Contributors to the 3rd Edition
Reggie Jackson chairs the board of the Dr. James Cameron Legacy Foundation, the parent organization of America’s Black Holocaust Museum (ABHM). He is also the museum’s Head Griot (lead docent). Reggie first volunteered with ABHM in 2002. He led hundreds of tours during the last six years that the brick-and-mortar museum was open. He joined Board in 2005 and helped developed ABHM’s Virtual Museum.
As an independent public historian, Reggie has been a much sought-after speaker on Black Holocaust topics locally and regionally for over a decade. He presents little-known stories in African-American history at schools, libraries, churches, and businesses. He also conducts diversity and race relations training. In 2015 the YWCA of Southeastern Wisconsin presented Reggie with their Eliminating Racism Award; in January 2016, the First Unitarian Society will honor him with their Courageous Love Award.
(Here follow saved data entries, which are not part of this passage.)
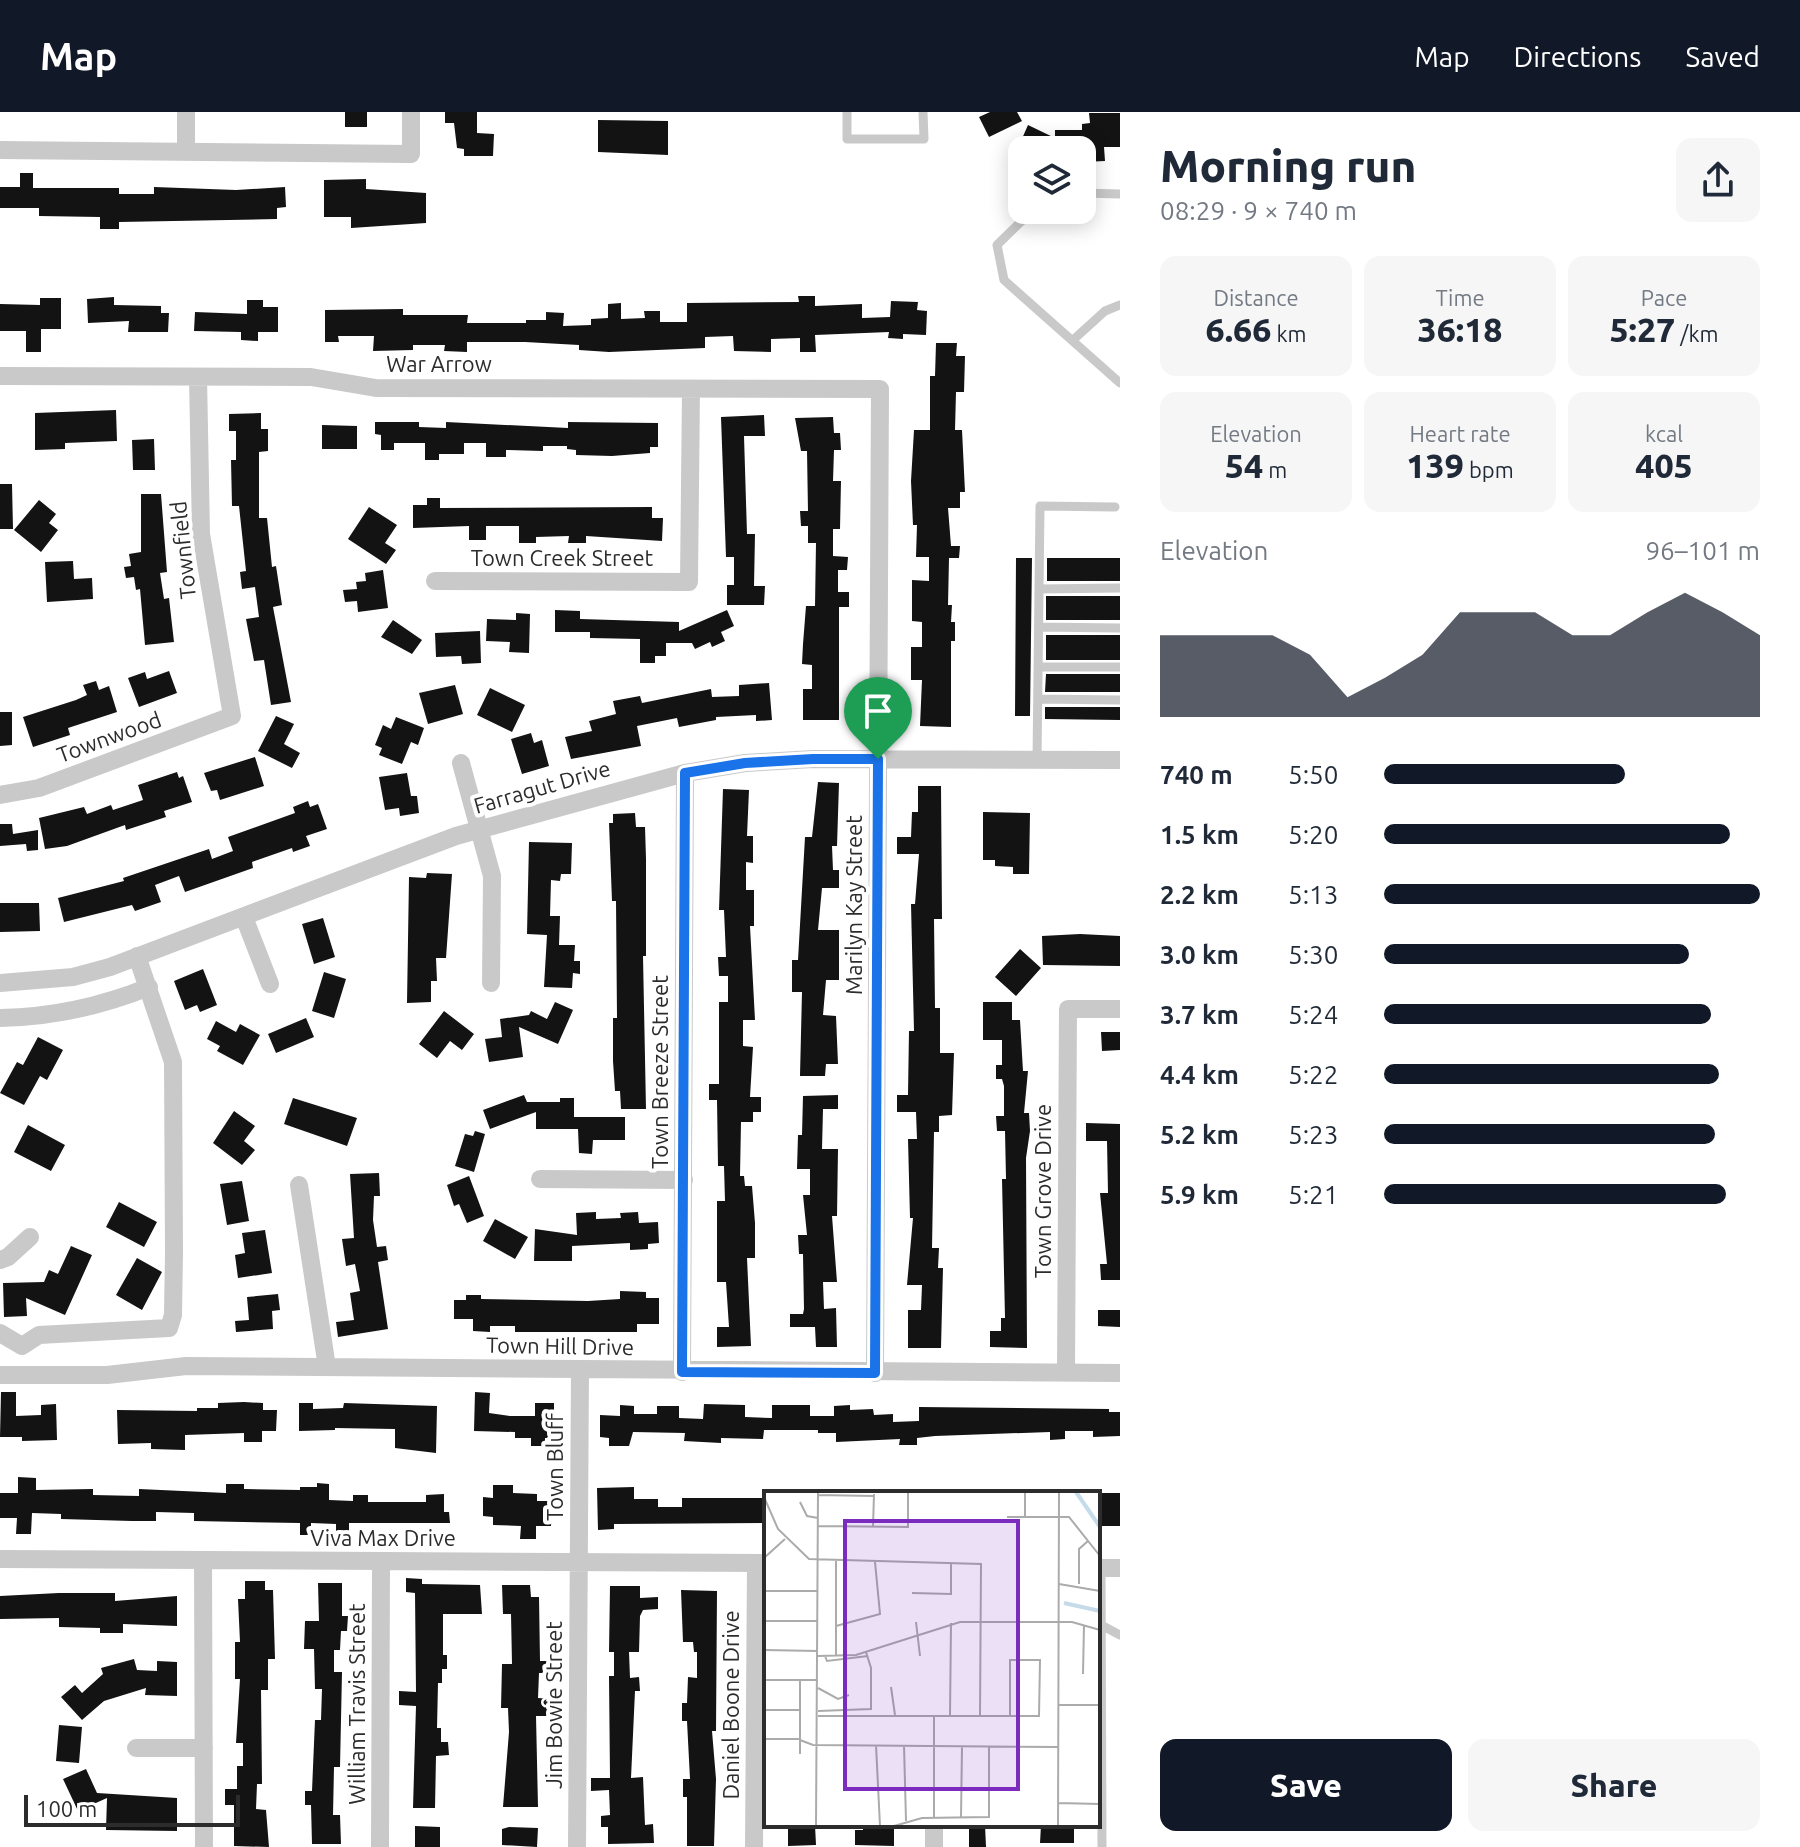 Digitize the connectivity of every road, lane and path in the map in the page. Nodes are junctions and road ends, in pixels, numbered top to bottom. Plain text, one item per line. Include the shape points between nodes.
1 (186, 112) edge
2 (411, 112) edge
3 (847, 112) edge
4 (923, 112) edge
5 (0, 150) edge
6 (186, 151) junction
7 (1096, 193) edge
8 (1120, 194) edge
9 (1019, 224) edge
10 (1120, 305) edge
11 (1073, 340) junction
12 (0, 376) edge
13 (198, 377) junction
14 (1120, 383) edge
15 (691, 389) junction
16 (880, 389) joint
17 (1115, 507) dead end
18 (435, 581) dead end
19 (1120, 588) edge
20 (1039, 589) junction
21 (1039, 627) junction
22 (1120, 628) edge
23 (1039, 667) junction
24 (1120, 667) edge
25 (1038, 699) junction
26 (1120, 700) edge
27 (232, 716) joint
28 (878, 759) junction
29 (1037, 760) junction
30 (1120, 760) edge
31 (461, 763) dead end
32 (685, 773) junction
33 (0, 795) edge
34 (481, 830) junction
35 (244, 917) junction
36 (137, 956) junction
37 (0, 983) edge
38 (491, 983) dead end
39 (270, 984) dead end
40 (149, 987) junction
41 (1120, 1009) edge
42 (0, 1018) edge
43 (540, 1179) dead end
44 (684, 1180) junction
45 (299, 1185) dead end
46 (30, 1237) dead end
47 (0, 1260) edge
48 (0, 1333) edge
49 (327, 1367) junction
50 (580, 1371) junction
51 (682, 1372) junction
52 (1066, 1372) junction
53 (875, 1373) junction
54 (1120, 1373) edge
55 (0, 1375) edge
56 (0, 1559) edge
57 (203, 1561) junction
58 (381, 1562) junction
59 (579, 1563) junction
60 (761, 1563) edge
61 (1100, 1582) edge
62 (1103, 1626) junction
63 (1120, 1635) edge
64 (136, 1748) dead end
65 (204, 1748) junction
66 (204, 1847) edge
67 (380, 1847) edge
68 (577, 1847) edge
69 (754, 1847) edge
70 (1102, 1847) edge

1 - 6 street
2 - 6 street via 411,154
3 - 4 lane via 847,139 924,139
5 - 6 street
7 - 8 lane
9 - 11 lane via 997,245 1004,280
10 - 11 lane via 1105,311
11 - 14 lane
12 - 13 street, War Arrow
13 - 15 street, War Arrow via 321,377 376,388
13 - 27 street, Townfield via 201,534
15 - 16 street, War Arrow
15 - 18 street, Town Creek Street via 689,582
16 - 28 street, Marilyn Kay Street
17 - 20 lane via 1040,506
19 - 20 lane
20 - 21 lane
21 - 22 lane
21 - 23 lane
23 - 24 lane
23 - 25 lane
25 - 26 lane
25 - 29 lane
27 - 33 street, Townwood via 39,788
28 - 29 street, Farragut Drive
28 - 32 street, Farragut Drive via 745,763
28 - 53 street, Marilyn Kay Street
29 - 30 street, Farragut Drive
31 - 34 street
32 - 34 street, Farragut Drive
32 - 44 street, Town Breeze Street
34 - 35 street, Farragut Drive
34 - 38 street via 492,876
35 - 36 street, Farragut Drive
35 - 39 street
36 - 37 street, Farragut Drive via 73,977
36 - 40 street
40 - 42 street via 60,1012
40 - 48 street via 173,1062 169,1328 39,1335 22,1346
41 - 52 street, Town Grove Drive via 1068,1009
43 - 44 street
44 - 51 street, Town Breeze Street
45 - 49 street
46 - 47 street
49 - 50 street, Town Hill Drive
49 - 55 street, Town Hill Drive via 186,1366 107,1375
50 - 51 street, Town Hill Drive
50 - 59 street, Town Bluff
51 - 53 street, Town Hill Drive
52 - 53 street, Town Hill Drive
52 - 54 street, Town Hill Drive
56 - 57 street, Viva Max Drive
57 - 58 street, Viva Max Drive
57 - 65 street
58 - 59 street, Viva Max Drive
58 - 67 street, William Travis Street
59 - 60 street, Viva Max Drive
59 - 68 street, Jim Bowie Street
60 - 69 street, Daniel Boone Drive
61 - 62 lane
62 - 63 lane
62 - 70 lane
64 - 65 street
65 - 66 street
Reggie taught Contemporary Social Problems and Introduction to Sociology at Concordia University. He currently works as a special education teacher in a middle school in Milwaukee, Wisconsin.
Dr. Fran Kaplan serves as coordinator of America’s Black Holocaust Museum’s online presence. She has been an educator, social worker, writer, and racial justice activist for nearly five decades. Fran has created and run nonprofit and for profit organizations that address issues from women’s health and farmworker rights to nurturing parenting, early childhood education, and peace-building.
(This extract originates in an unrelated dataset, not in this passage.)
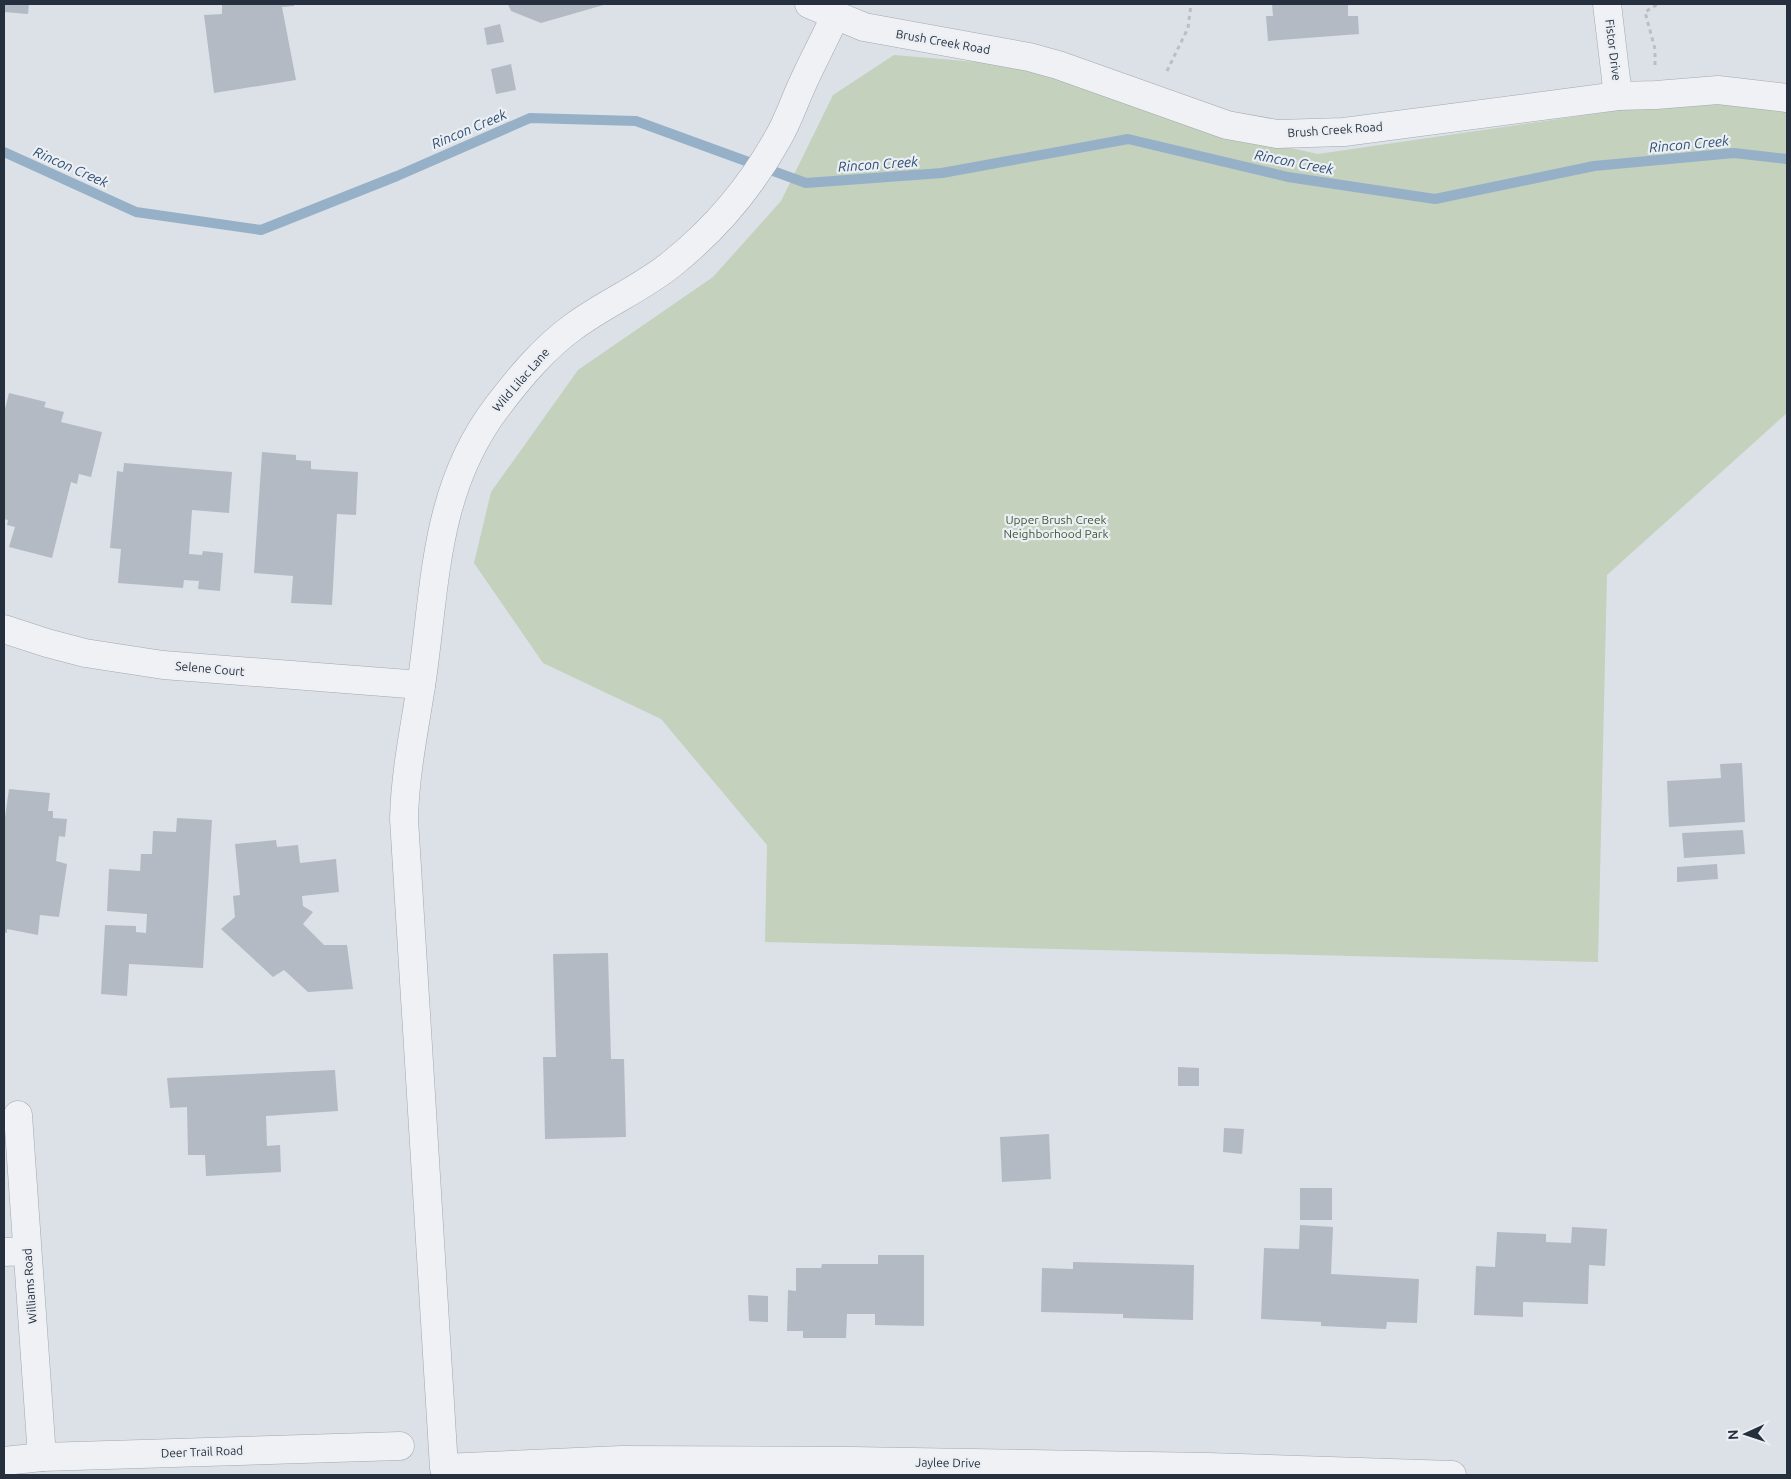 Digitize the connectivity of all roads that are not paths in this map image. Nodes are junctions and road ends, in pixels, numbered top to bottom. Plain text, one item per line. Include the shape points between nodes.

Fran is also a published writer and the producer of award-winning short and feature films. Her co-authored screenplay, Fruit of the Tree, about the life of James Cameron has won awards in national and regional competitions. The international trainer-consultant for a global parenting education program, Fran authored and co-produced its Spanish-language videos, books, and games. With Dr. Robert Smith, Dr. Kaplan curated and edited Lynching: An American Folkway, a digital transmedia anthology distributed by Biblioboard, Inc. to libraries across the country.
Fran has been recognized by various organizations in Milwaukee and Wisconsin for promoting racial justice and providing leadership in children’s and human rights.
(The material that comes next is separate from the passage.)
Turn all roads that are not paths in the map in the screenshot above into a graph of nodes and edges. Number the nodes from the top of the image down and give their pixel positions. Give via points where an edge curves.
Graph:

Dr. James W. Loewen’s gripping retelling of American history as it should be taught, Lies My Teacher Told Me, has sold more than 1.3 million copies and inspires K-16 teachers to help students challenge, rather than memorize, their textbooks.
Jim taught at the University of Vermont and Tougaloo College in Mississippi. He now lives in Washington, D.C., continuing his research on how Americans remember their past. Lies Across America: What Our Historic Sites Get Wrong came out in 1999. Sundown Towns was named Distinguished Book of 2005. In Teaching What Really Happened (2009), he gives teachers solutions to the problems described in his earlier works.
Loewen has asked thousands of Americans what caused the Civil War. Concerned by their replies, in 2010 he published The Confederate and Neo-Confederate Reader, setting the record straight in the Confederates’ own words.
Dr. Loewen’s honors include the American Sociological Association’s Spivack and Cox-Johnson-Frazier Awards for scholarship in service to social justice; the American Book Award; the Oliver Cromwell Cox Award for Distinguished Anti-Racist Scholarship; and, the National Council for the Social Studies “Spirit of America” Award. He is a Distinguished Lecturer for the Organization of American Historians, Visiting Professor of Sociology at Catholic University in Washington, DC, and Visiting Professor of African-American Studies at the University of Illinois in Urbana/Champaign.
Dr. Robert Samuel Smith is Associate Vice Chancellor for Global Inclusion & Engagement, the Director of the Cultures & Communities Program, and Associate Professor of History at the University of Wisconsin-Milwaukee. He teaches courses on African American History, Multicultural America, African Americans and the Law, and U.S. Legal History. The Resident Historian for America’s Black Holocaust Museum, Dr. Smith has served on the Board of the Dr. James Cameron Legacy Foundation since its beginning.
Dr. Smith’s research considers the intersection of race and law. In his book Race, Labor and Civil Rights: Griggs v. Duke Power and the Struggle for Equal Employment Opportunity, Rob chronicled the efforts of grassroots civil rights activists who used Title VII of the Civil Rights Act of 1964 to garner better jobs and long overdue promotions. Currently, he is exploring the relationships forged between civil/human rights attorneys in the United States and South Africa during the latter stages of apartheid and into the new millennium.
Rob is also a writer and speaker on contemporary race relations to both academic and general audiences. He currently contributes a regular monthly column on these issues to Milwaukee Magazine.